Other Antihypertensive Agents: Use of other antihypertensive medicinal products with perindopril/indapamide could result in additional blood pressure lowering effect.
Perindopril: Concomitant Use Not Recommended: Potassium-Sparing Diuretics (Spironolactone, Triamterene, Alone or In Combination), Potassium (Salts): Angiotensin-converting enzymes inhibitors attenuate diuretic-induced potassium loss. Potassium-sparing diuretics eg, spironolactone, triamterene or amiloride, potassium supplements or potassium-containing salt substitutes may lead to significant increases in serum potassium (potentially lethal). If concomitant use is indicated because of documented hypokalaemia they should be used with caution and with frequent monitoring of serum potassium and by electrocardiogram (ECG).
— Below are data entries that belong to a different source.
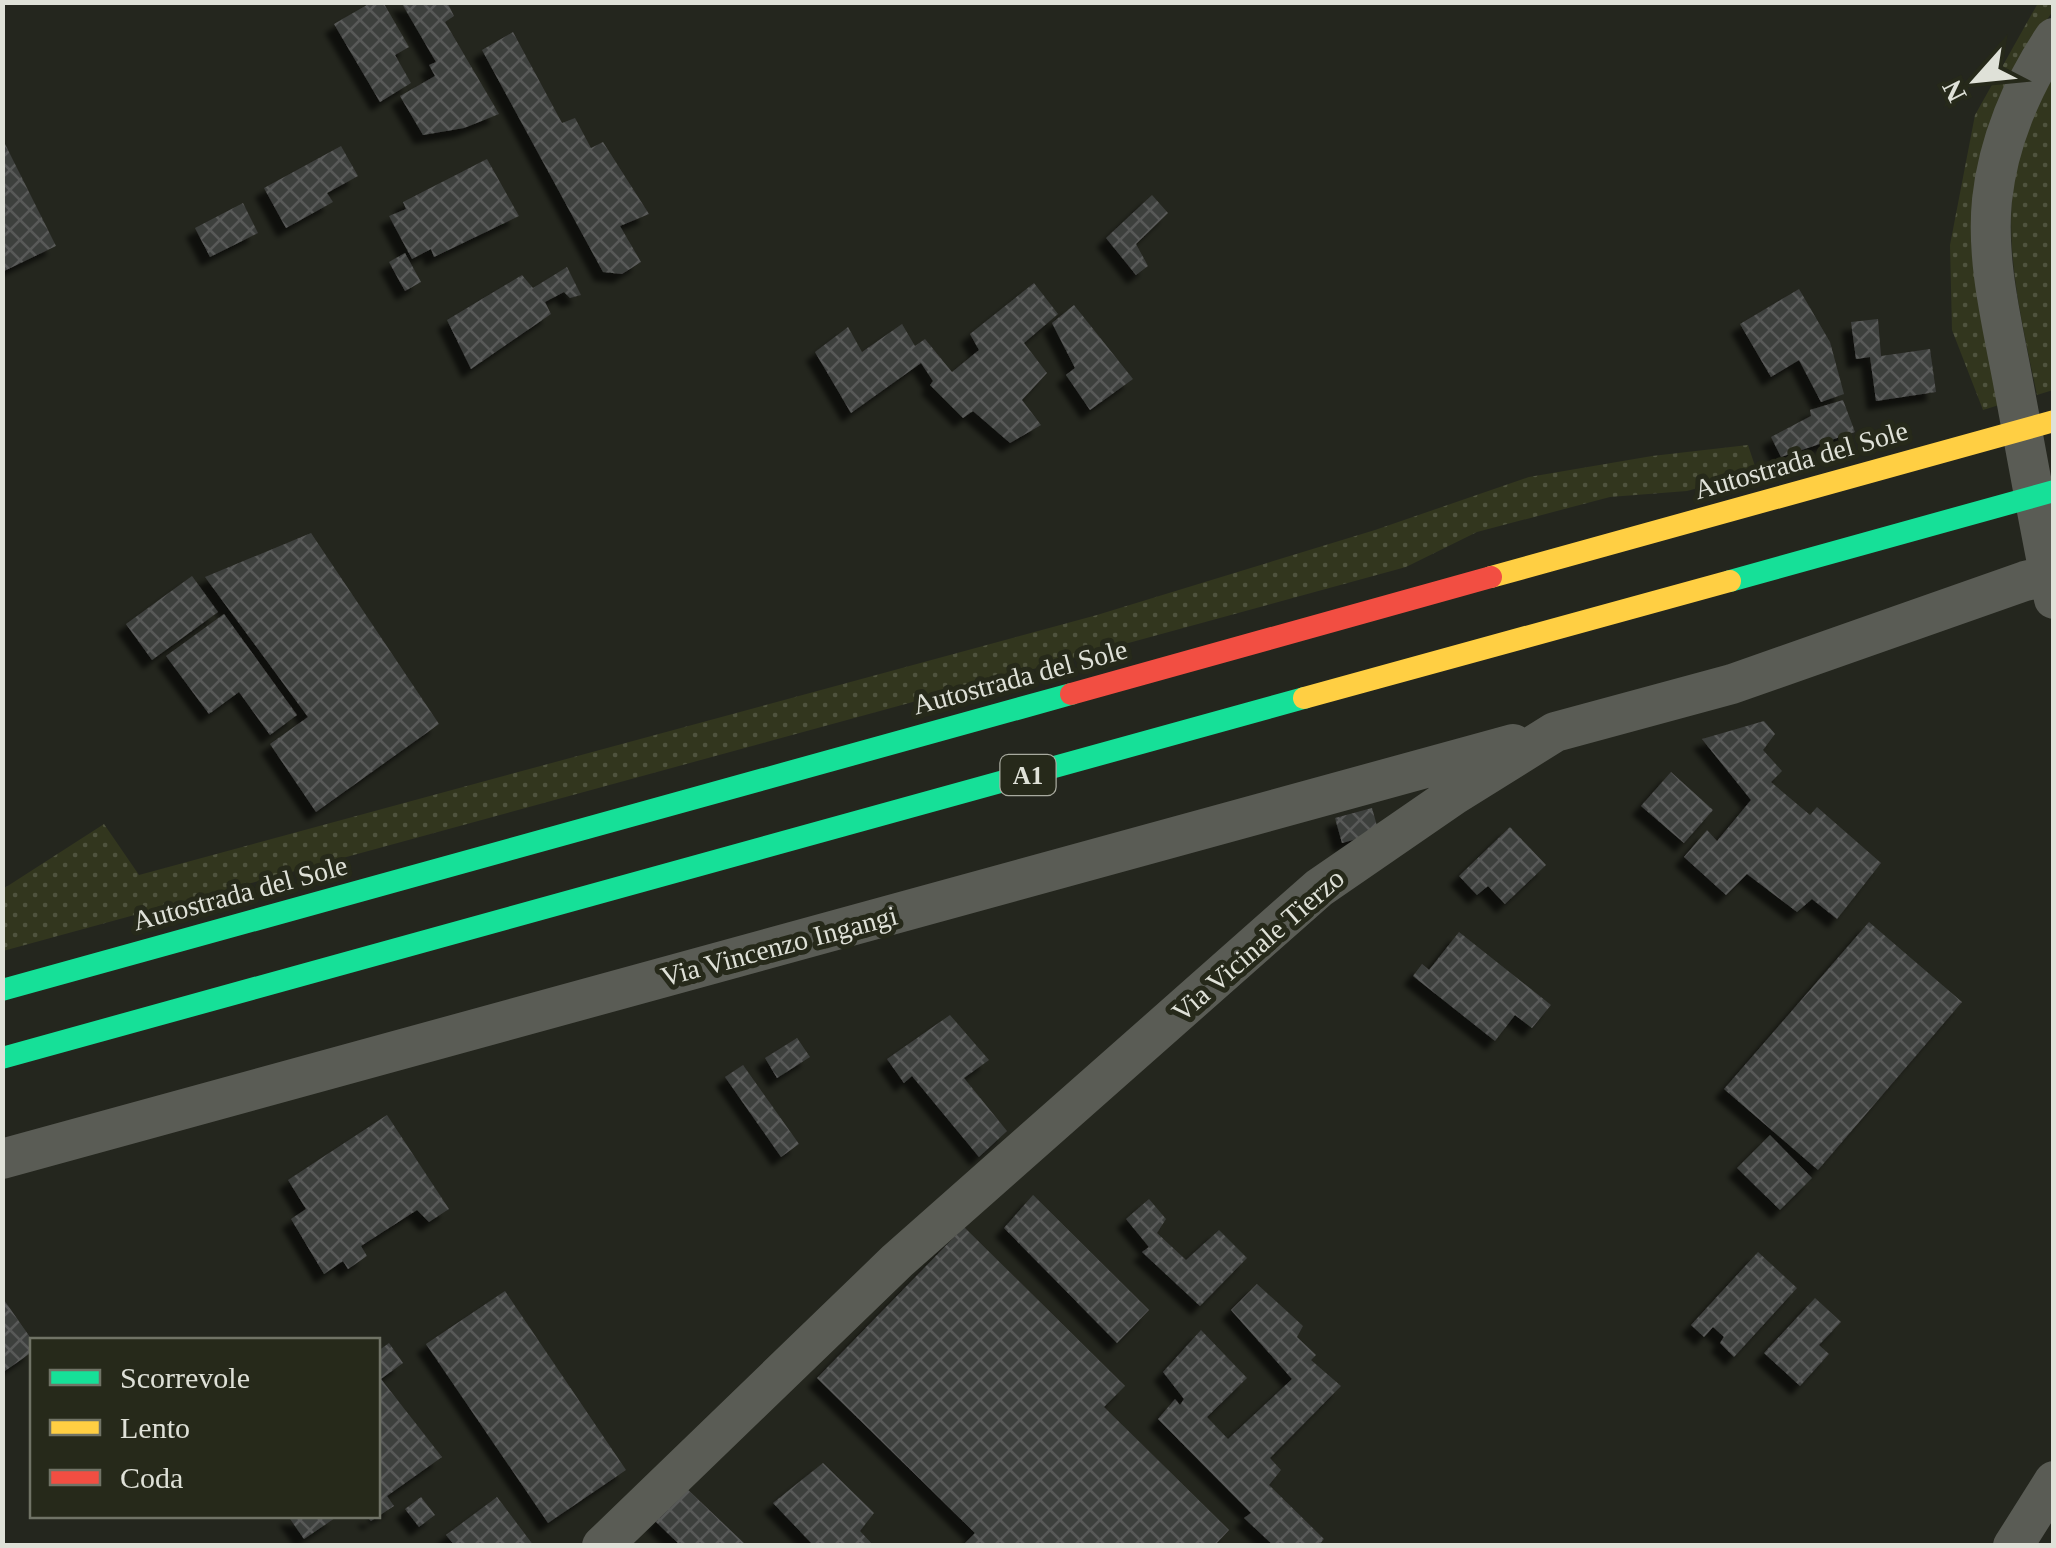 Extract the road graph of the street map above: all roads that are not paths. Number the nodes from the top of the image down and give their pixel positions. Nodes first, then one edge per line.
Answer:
1 (2054, 38) edge
2 (2054, 421) edge
3 (2054, 490) edge
4 (2054, 574) edge
5 (2054, 599) edge
6 (1555, 732) junction
7 (2, 990) edge
8 (2, 1058) edge
9 (2, 1159) edge
10 (2054, 1481) edge
11 (602, 1546) edge
12 (2014, 1546) edge

1 - 5 street
2 - 7 highway, Autostrada del Sole / A1
3 - 8 highway, A1
4 - 6 street, Via Vicinale Tierzo
6 - 9 street, Via Vincenzo Ingangi
6 - 11 street, Via Vicinale Tierzo
10 - 12 street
Concomitant Use which Requires Special Care: Antidiabetic Agents (Insulin, Hypoglycemic Sulphonamides): Reported with captopril and enalapril.
The use of ACE inhibitors may increase the hypoglycemic effect in diabetics receiving treatment with insulin or with hypoglycaemic sulphonamides. The onset of hypoglycaemic episodes is very rare (improvement in glucose tolerance with a resulting reduction in insulin requirements).
Concomitant Use which Requires Some Care: Allopurinol, Cytostatic or Immunosuppressive Agents, Systemic Corticosteroids or Procainamide: Concomitant administration with ACE inhibitors may lead to an increased risk for leukopenia.
Anaesthetic Drugs: Angiotensin-converting enzymes inhibitors may enhance the hypotensive effects of certain anaesthetic drugs.
Diuretics (Thiazide or Loop Diuretics): Prior treatment with high-dose diuretics may result in volume depletion and in a risk of hypotension when initiating therapy with perindopril.
Gold: Nitritoid reactions (symptoms include facial flushing, nausea, vomiting and hypotension) have been reported rarely in patients on therapy with injectable gold (sodium aurothiomalate) and concomitant ACE inhibitor therapy including perindopril.
Indapamide: Concomitant Use which Requires Special Care: Torsade de Pointes-Inducing Drugs: Due to the risk of hypokalaemia, indapamide should be administered with caution when associated with medicinal products that induce Torsade de pointes eg, class IA antiarrhythmic agents (quinidine, hydroquinidine, disopyramide); class III antiarrhythmic agents (amiodarone, dofetilide, ibutilide, bretylium, sotalol); some neuroleptics (chlorpromazine, cyamemazine, levomepromazine, thioridazine, trifluoperazine), benzamides (amisulpride, sulpiride, sultopride, tiapride), butyrophenones (droperidol, haloperidol), other neuroleptics (pimozide); other substances such as bepridil, cisapride, diphemanil, IV erythromycin, halofantrine, mizolastine, moxifloxacin, pentamidine, sparfloxacin, vincamine IV, methadone, astemizole, terfenadine. Prevention of low potassium levels and correction if necessary by monitoring of the QT interval.
Potassium-Lowering Drugs: Amphotericin B (IV route), glucocorticoids and mineralocorticoids (systemic route), tetracosactide, stimulant laxatives cause increased risk of low potassium levels (additive effect). Monitoring of potassium levels and correction if necessary; particular consideration required in cases of treatment with cardiac glycosides. Nonstimulant laxatives should be used.
Cardiac Glycosides: Low potassium levels favor the toxic effects of cardiac glycosides. Potassium levels and ECG should be monitored and treatment reconsidered if necessary.
Concomitant Use which Requires Some Care: Metformin: Lactic acidosis due to metformin caused by possible functional renal insufficiency linked to diuretics and in particular to loop diuretics. Do not use metformin when plasma creatinine levels >15 mg/L (135 micromol/L) in men and 12 mg/L (110 micromol/L) in women.
Iodinated Contrast Media: In cases of dehydration caused by diuretics, there is an increased risk of acute renal insufficiency, particularly when high doses of iodinated contrast media are used. Rehydration should be carried out before the iodinated compound is administered.
Calcium (Salts): Risk of increased levels of calcium due to reduced elimination of calcium in the urine.
Ciclosporin: Risk of increased creatinine levels with no change in circulating levels of ciclosporin, even when there is no salt and water depletion.